• [Problem] All of the data below should be printed again exactly, pictures excluded.

• [Material for this task]
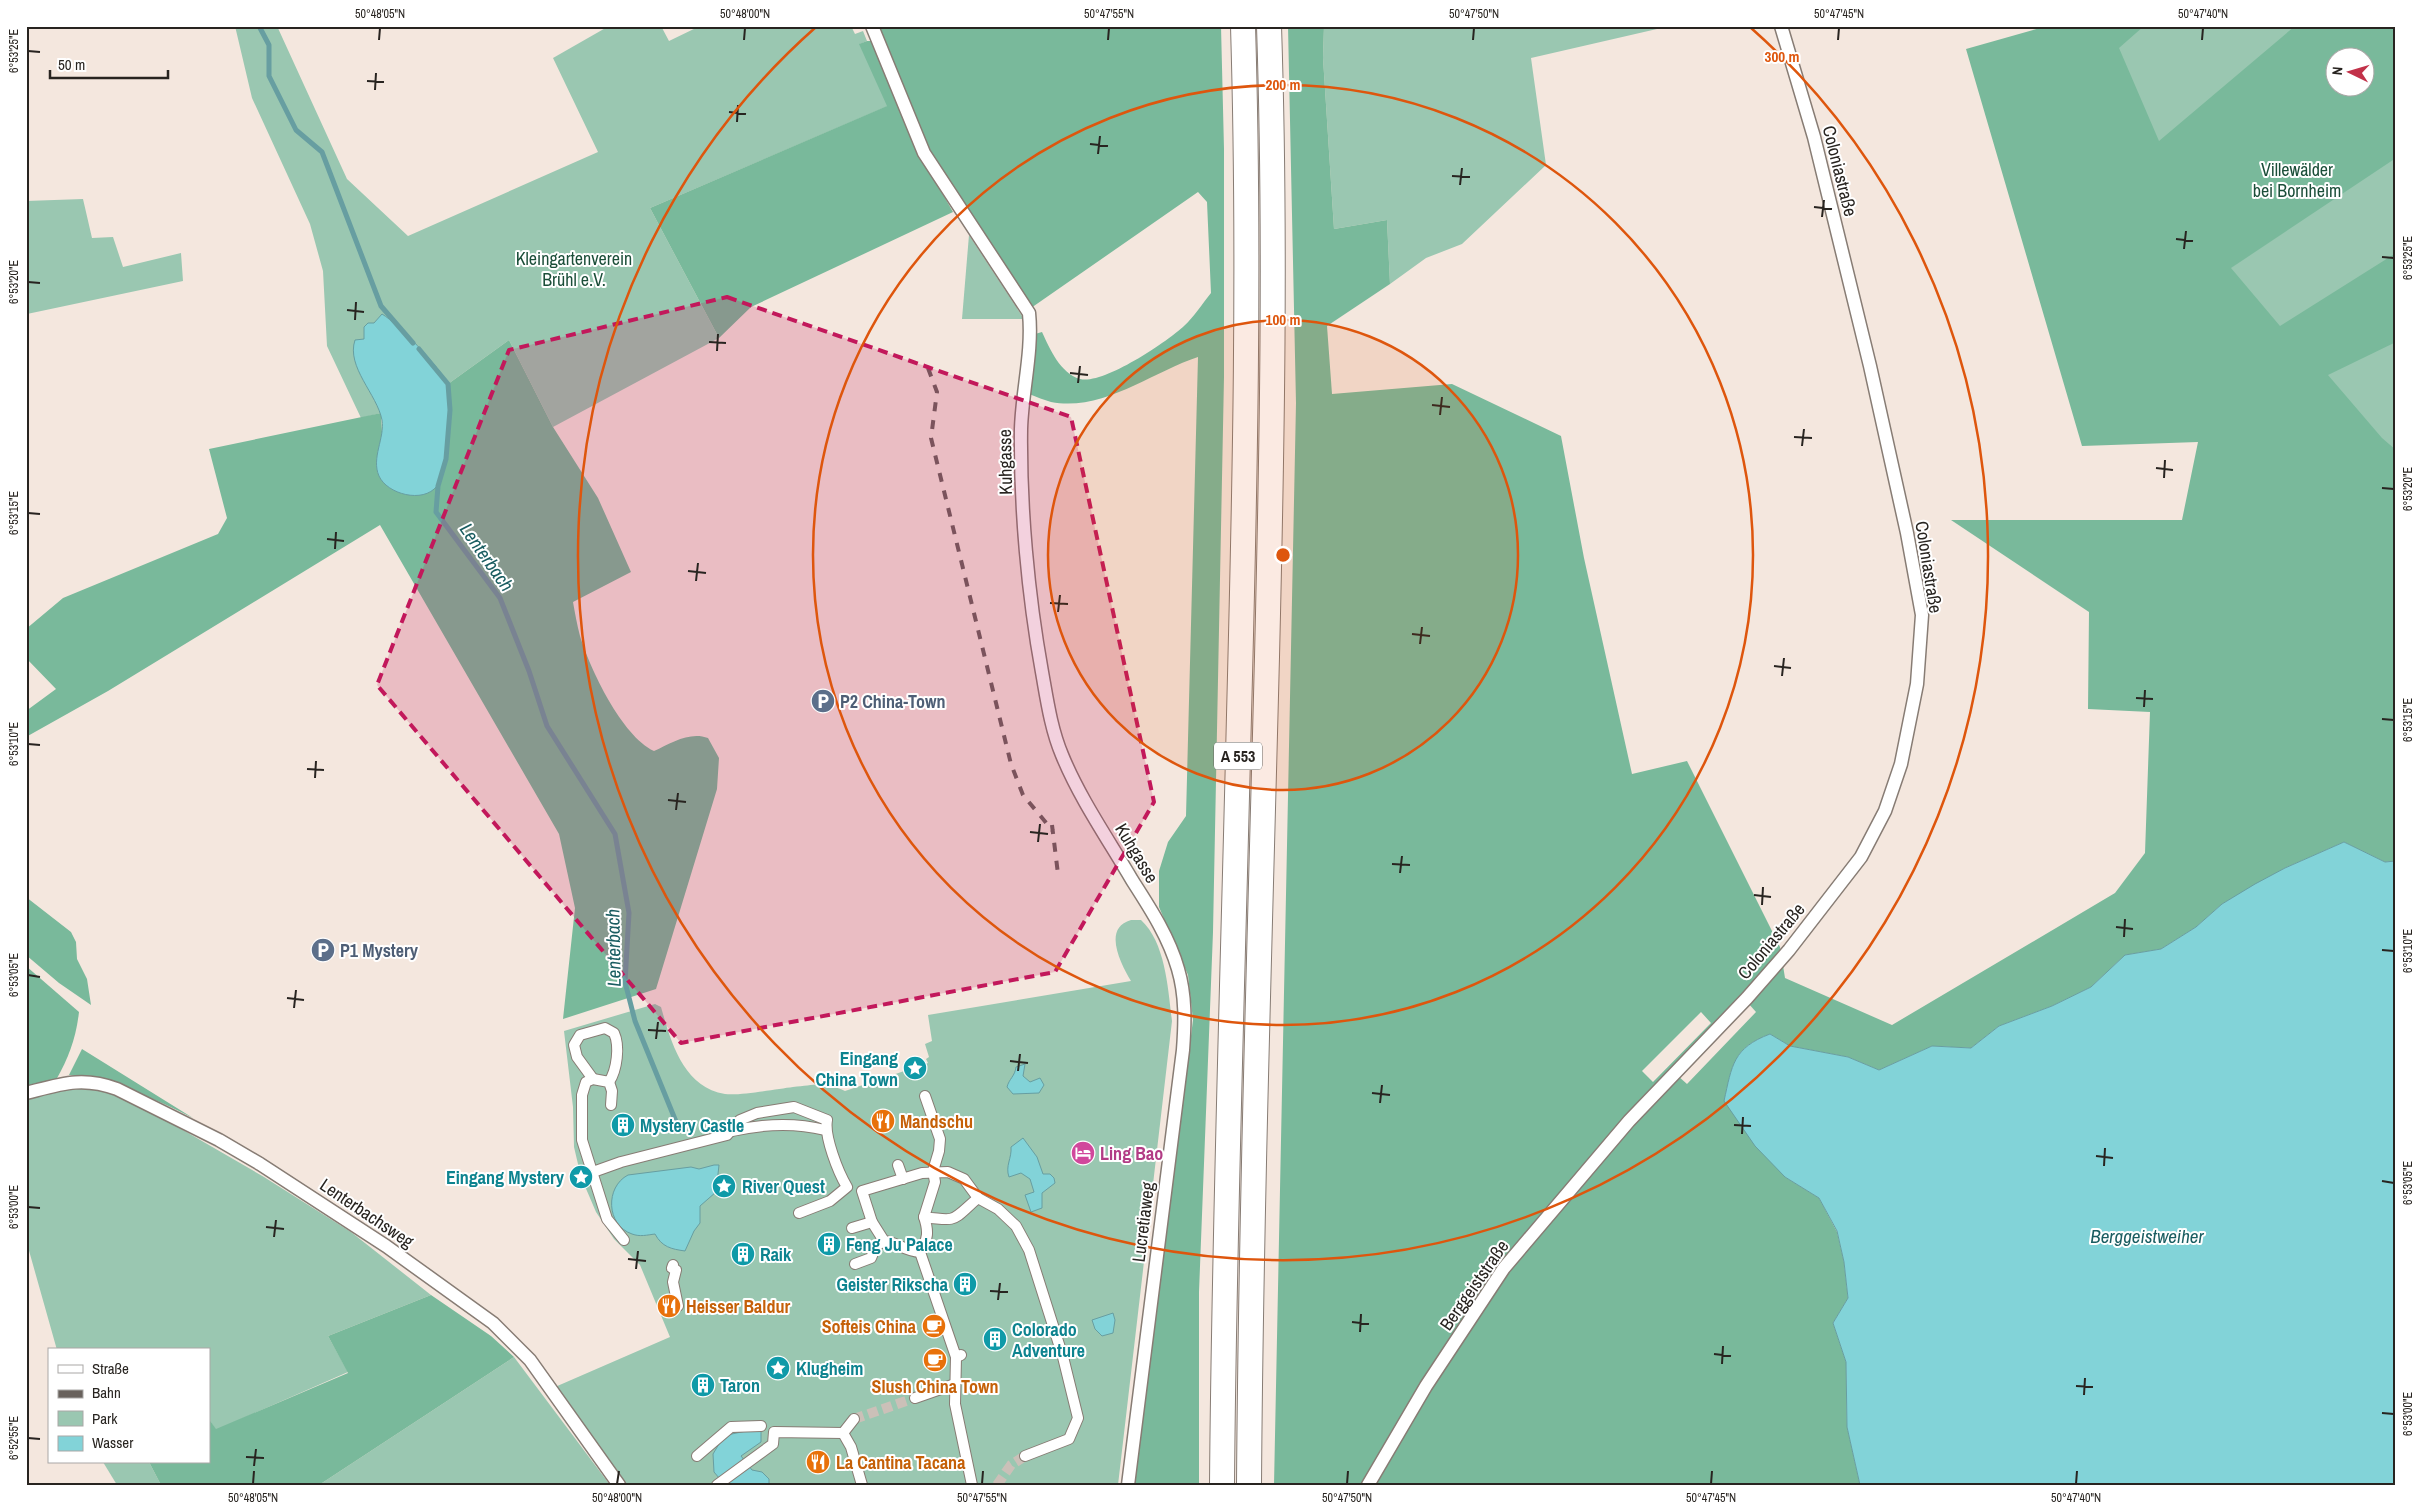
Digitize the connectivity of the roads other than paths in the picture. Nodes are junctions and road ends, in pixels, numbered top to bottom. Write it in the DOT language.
graph roads {
  1 [pos="1243,26"];
  2 [pos="1269,26"];
  3 [pos="1781,26"];
  4 [pos="873,28"];
  5 [pos="1152,910"];
  6 [pos="593,1079"];
  7 [pos="609,1082"];
  8 [pos="26,1093"];
  9 [pos="925,1096"];
  10 [pos="611,1105"];
  11 [pos="1629,1121"];
  12 [pos="825,1130"];
  13 [pos="732,1131"];
  14 [pos="898,1165"];
  15 [pos="933,1171"];
  16 [pos="593,1172"];
  17 [pos="903,1179"];
  18 [pos="847,1187"];
  19 [pos="862,1191"];
  20 [pos="978,1198"];
  21 [pos="799,1213"];
  22 [pos="924,1218"];
  23 [pos="872,1222"];
  24 [pos="852,1228"];
  25 [pos="624,1240"];
  26 [pos="884,1241"];
  27 [pos="920,1252"];
  28 [pos="855,1264"];
  29 [pos="677,1265"];
  30 [pos="678,1306"];
  31 [pos="955,1384"];
  32 [pos="915,1398"];
  33 [pos="854,1419"];
  34 [pos="761,1426"];
  35 [pos="843,1433"];
  36 [pos="697,1456"];
  37 [pos="1025,1456"];
  38 [pos="619,1485"];
  39 [pos="717,1485"];
  40 [pos="862,1485"];
  41 [pos="972,1485"];
  42 [pos="1128,1485"];
  43 [pos="1222,1485"];
  44 [pos="1249,1485"];
  45 [pos="1368,1485"];
  1 -- 43 [label="highway, A 553"];
  2 -- 44 [label="highway, A 553"];
  3 -- 11 [label="street, Coloniastraße"];
  4 -- 5 [label="street, Kuhgasse"];
  5 -- 42 [label="street, Lucretiaweg"];
  6 -- 7 [label="street"];
  6 -- 7 [label="street"];
  6 -- 16 [label="street"];
  7 -- 10 [label="street"];
  8 -- 38 [label="street, Lenterbachsweg"];
  9 -- 15 [label="street"];
  11 -- 45 [label="street, Berggeiststraße"];
  12 -- 13 [label="street"];
  12 -- 13 [label="street"];
  12 -- 18 [label="street"];
  13 -- 16 [label="street"];
  14 -- 17 [label="street"];
  15 -- 17 [label="street"];
  15 -- 20 [label="street"];
  15 -- 22 [label="street"];
  16 -- 25 [label="street"];
  17 -- 19 [label="street"];
  18 -- 19 [label="street"];
  18 -- 21 [label="street"];
  19 -- 23 [label="street"];
  20 -- 22 [label="street"];
  20 -- 37 [label="street"];
  22 -- 27 [label="street"];
  23 -- 24 [label="street"];
  23 -- 26 [label="street"];
  26 -- 27 [label="street"];
  26 -- 28 [label="street"];
  27 -- 31 [label="street"];
  29 -- 30 [label="street"];
  31 -- 32 [label="street"];
  31 -- 41 [label="street"];
  33 -- 35 [label="street"];
  34 -- 36 [label="street"];
  35 -- 39 [label="street"];
  35 -- 40 [label="street"];
}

• [Written solution]
Digitize the connectivity of the roads other than paths in the picture. Nodes are junctions and road ends, in pixels, numbered top to bottom. Write it in the DOT language.
graph roads {
  1 [pos="1243,26"];
  2 [pos="1269,26"];
  3 [pos="1781,26"];
  4 [pos="873,28"];
  5 [pos="1152,910"];
  6 [pos="593,1079"];
  7 [pos="609,1082"];
  8 [pos="26,1093"];
  9 [pos="925,1096"];
  10 [pos="611,1105"];
  11 [pos="1629,1121"];
  12 [pos="825,1130"];
  13 [pos="732,1131"];
  14 [pos="898,1165"];
  15 [pos="933,1171"];
  16 [pos="593,1172"];
  17 [pos="903,1179"];
  18 [pos="847,1187"];
  19 [pos="862,1191"];
  20 [pos="978,1198"];
  21 [pos="799,1213"];
  22 [pos="924,1218"];
  23 [pos="872,1222"];
  24 [pos="852,1228"];
  25 [pos="624,1240"];
  26 [pos="884,1241"];
  27 [pos="920,1252"];
  28 [pos="855,1264"];
  29 [pos="677,1265"];
  30 [pos="678,1306"];
  31 [pos="955,1384"];
  32 [pos="915,1398"];
  33 [pos="854,1419"];
  34 [pos="761,1426"];
  35 [pos="843,1433"];
  36 [pos="697,1456"];
  37 [pos="1025,1456"];
  38 [pos="619,1485"];
  39 [pos="717,1485"];
  40 [pos="862,1485"];
  41 [pos="972,1485"];
  42 [pos="1128,1485"];
  43 [pos="1222,1485"];
  44 [pos="1249,1485"];
  45 [pos="1368,1485"];
  1 -- 43 [label="highway, A 553"];
  2 -- 44 [label="highway, A 553"];
  3 -- 11 [label="street, Coloniastraße"];
  4 -- 5 [label="street, Kuhgasse"];
  5 -- 42 [label="street, Lucretiaweg"];
  6 -- 7 [label="street"];
  6 -- 7 [label="street"];
  6 -- 16 [label="street"];
  7 -- 10 [label="street"];
  8 -- 38 [label="street, Lenterbachsweg"];
  9 -- 15 [label="street"];
  11 -- 45 [label="street, Berggeiststraße"];
  12 -- 13 [label="street"];
  12 -- 13 [label="street"];
  12 -- 18 [label="street"];
  13 -- 16 [label="street"];
  14 -- 17 [label="street"];
  15 -- 17 [label="street"];
  15 -- 20 [label="street"];
  15 -- 22 [label="street"];
  16 -- 25 [label="street"];
  17 -- 19 [label="street"];
  18 -- 19 [label="street"];
  18 -- 21 [label="street"];
  19 -- 23 [label="street"];
  20 -- 22 [label="street"];
  20 -- 37 [label="street"];
  22 -- 27 [label="street"];
  23 -- 24 [label="street"];
  23 -- 26 [label="street"];
  26 -- 27 [label="street"];
  26 -- 28 [label="street"];
  27 -- 31 [label="street"];
  29 -- 30 [label="street"];
  31 -- 32 [label="street"];
  31 -- 41 [label="street"];
  33 -- 35 [label="street"];
  34 -- 36 [label="street"];
  35 -- 39 [label="street"];
  35 -- 40 [label="street"];
}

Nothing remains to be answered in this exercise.